Action item — The answer is the complete listing below, written out again exactly.

Data for processing —
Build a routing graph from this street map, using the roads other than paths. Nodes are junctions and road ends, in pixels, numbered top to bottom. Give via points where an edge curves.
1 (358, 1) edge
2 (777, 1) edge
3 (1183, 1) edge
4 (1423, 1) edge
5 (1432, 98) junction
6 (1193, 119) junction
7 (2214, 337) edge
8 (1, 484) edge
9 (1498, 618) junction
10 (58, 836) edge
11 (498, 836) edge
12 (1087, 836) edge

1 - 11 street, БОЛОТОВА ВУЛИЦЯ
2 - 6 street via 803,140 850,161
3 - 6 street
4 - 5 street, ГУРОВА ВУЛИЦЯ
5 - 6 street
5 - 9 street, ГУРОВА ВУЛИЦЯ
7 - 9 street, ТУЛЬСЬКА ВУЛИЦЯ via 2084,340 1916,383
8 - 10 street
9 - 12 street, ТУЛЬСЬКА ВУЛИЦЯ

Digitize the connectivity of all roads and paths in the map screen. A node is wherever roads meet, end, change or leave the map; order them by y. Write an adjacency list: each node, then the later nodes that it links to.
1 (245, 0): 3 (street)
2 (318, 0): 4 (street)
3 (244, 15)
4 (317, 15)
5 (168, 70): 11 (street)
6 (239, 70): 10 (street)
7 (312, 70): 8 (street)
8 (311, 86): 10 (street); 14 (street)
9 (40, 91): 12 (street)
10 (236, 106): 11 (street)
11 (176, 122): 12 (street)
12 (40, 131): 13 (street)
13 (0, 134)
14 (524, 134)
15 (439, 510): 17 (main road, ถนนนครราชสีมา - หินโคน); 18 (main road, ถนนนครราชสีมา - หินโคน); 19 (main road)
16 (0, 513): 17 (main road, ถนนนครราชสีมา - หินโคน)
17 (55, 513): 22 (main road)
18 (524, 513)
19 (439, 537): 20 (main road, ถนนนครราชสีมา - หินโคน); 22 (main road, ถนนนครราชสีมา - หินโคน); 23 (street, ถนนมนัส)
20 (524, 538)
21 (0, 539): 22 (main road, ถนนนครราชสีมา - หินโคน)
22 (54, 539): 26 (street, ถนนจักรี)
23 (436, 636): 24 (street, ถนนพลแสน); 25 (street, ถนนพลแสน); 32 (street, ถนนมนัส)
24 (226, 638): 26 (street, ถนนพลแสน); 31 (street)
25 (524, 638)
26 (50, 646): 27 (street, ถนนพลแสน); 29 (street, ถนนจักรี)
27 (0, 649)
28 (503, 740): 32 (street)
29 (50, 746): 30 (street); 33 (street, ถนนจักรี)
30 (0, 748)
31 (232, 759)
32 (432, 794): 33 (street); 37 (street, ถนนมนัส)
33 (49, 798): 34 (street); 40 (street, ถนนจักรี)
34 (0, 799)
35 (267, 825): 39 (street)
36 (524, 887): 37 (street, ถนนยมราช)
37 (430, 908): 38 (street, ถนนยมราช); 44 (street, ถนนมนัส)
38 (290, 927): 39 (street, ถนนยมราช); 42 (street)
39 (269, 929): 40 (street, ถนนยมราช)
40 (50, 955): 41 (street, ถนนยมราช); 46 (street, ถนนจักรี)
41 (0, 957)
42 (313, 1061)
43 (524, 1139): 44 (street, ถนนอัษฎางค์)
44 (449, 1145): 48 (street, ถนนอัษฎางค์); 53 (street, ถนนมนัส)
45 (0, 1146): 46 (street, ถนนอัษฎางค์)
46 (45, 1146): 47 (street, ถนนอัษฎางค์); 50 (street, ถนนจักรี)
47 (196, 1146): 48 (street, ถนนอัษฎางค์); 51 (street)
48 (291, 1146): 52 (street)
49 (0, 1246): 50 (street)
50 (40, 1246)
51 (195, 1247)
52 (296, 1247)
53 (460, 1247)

Exercise answer —
Build a routing graph from this street map, using the roads other than paths. Nodes are junctions and road ends, in pixels, numbered top to bottom. Give via points where an edge curves.
1 (358, 1) edge
2 (777, 1) edge
3 (1183, 1) edge
4 (1423, 1) edge
5 (1432, 98) junction
6 (1193, 119) junction
7 (2214, 337) edge
8 (1, 484) edge
9 (1498, 618) junction
10 (58, 836) edge
11 (498, 836) edge
12 (1087, 836) edge

1 - 11 street, БОЛОТОВА ВУЛИЦЯ
2 - 6 street via 803,140 850,161
3 - 6 street
4 - 5 street, ГУРОВА ВУЛИЦЯ
5 - 6 street
5 - 9 street, ГУРОВА ВУЛИЦЯ
7 - 9 street, ТУЛЬСЬКА ВУЛИЦЯ via 2084,340 1916,383
8 - 10 street
9 - 12 street, ТУЛЬСЬКА ВУЛИЦЯ

Digitize the connectivity of all roads and paths in the map screen. A node is wherever roads meet, end, change or leave the map; order them by y. Write an adjacency list: each node, then the later nodes that it links to.
1 (245, 0): 3 (street)
2 (318, 0): 4 (street)
3 (244, 15)
4 (317, 15)
5 (168, 70): 11 (street)
6 (239, 70): 10 (street)
7 (312, 70): 8 (street)
8 (311, 86): 10 (street); 14 (street)
9 (40, 91): 12 (street)
10 (236, 106): 11 (street)
11 (176, 122): 12 (street)
12 (40, 131): 13 (street)
13 (0, 134)
14 (524, 134)
15 (439, 510): 17 (main road, ถนนนครราชสีมา - หินโคน); 18 (main road, ถนนนครราชสีมา - หินโคน); 19 (main road)
16 (0, 513): 17 (main road, ถนนนครราชสีมา - หินโคน)
17 (55, 513): 22 (main road)
18 (524, 513)
19 (439, 537): 20 (main road, ถนนนครราชสีมา - หินโคน); 22 (main road, ถนนนครราชสีมา - หินโคน); 23 (street, ถนนมนัส)
20 (524, 538)
21 (0, 539): 22 (main road, ถนนนครราชสีมา - หินโคน)
22 (54, 539): 26 (street, ถนนจักรี)
23 (436, 636): 24 (street, ถนนพลแสน); 25 (street, ถนนพลแสน); 32 (street, ถนนมนัส)
24 (226, 638): 26 (street, ถนนพลแสน); 31 (street)
25 (524, 638)
26 (50, 646): 27 (street, ถนนพลแสน); 29 (street, ถนนจักรี)
27 (0, 649)
28 (503, 740): 32 (street)
29 (50, 746): 30 (street); 33 (street, ถนนจักรี)
30 (0, 748)
31 (232, 759)
32 (432, 794): 33 (street); 37 (street, ถนนมนัส)
33 (49, 798): 34 (street); 40 (street, ถนนจักรี)
34 (0, 799)
35 (267, 825): 39 (street)
36 (524, 887): 37 (street, ถนนยมราช)
37 (430, 908): 38 (street, ถนนยมราช); 44 (street, ถนนมนัส)
38 (290, 927): 39 (street, ถนนยมราช); 42 (street)
39 (269, 929): 40 (street, ถนนยมราช)
40 (50, 955): 41 (street, ถนนยมราช); 46 (street, ถนนจักรี)
41 (0, 957)
42 (313, 1061)
43 (524, 1139): 44 (street, ถนนอัษฎางค์)
44 (449, 1145): 48 (street, ถนนอัษฎางค์); 53 (street, ถนนมนัส)
45 (0, 1146): 46 (street, ถนนอัษฎางค์)
46 (45, 1146): 47 (street, ถนนอัษฎางค์); 50 (street, ถนนจักรี)
47 (196, 1146): 48 (street, ถนนอัษฎางค์); 51 (street)
48 (291, 1146): 52 (street)
49 (0, 1246): 50 (street)
50 (40, 1246)
51 (195, 1247)
52 (296, 1247)
53 (460, 1247)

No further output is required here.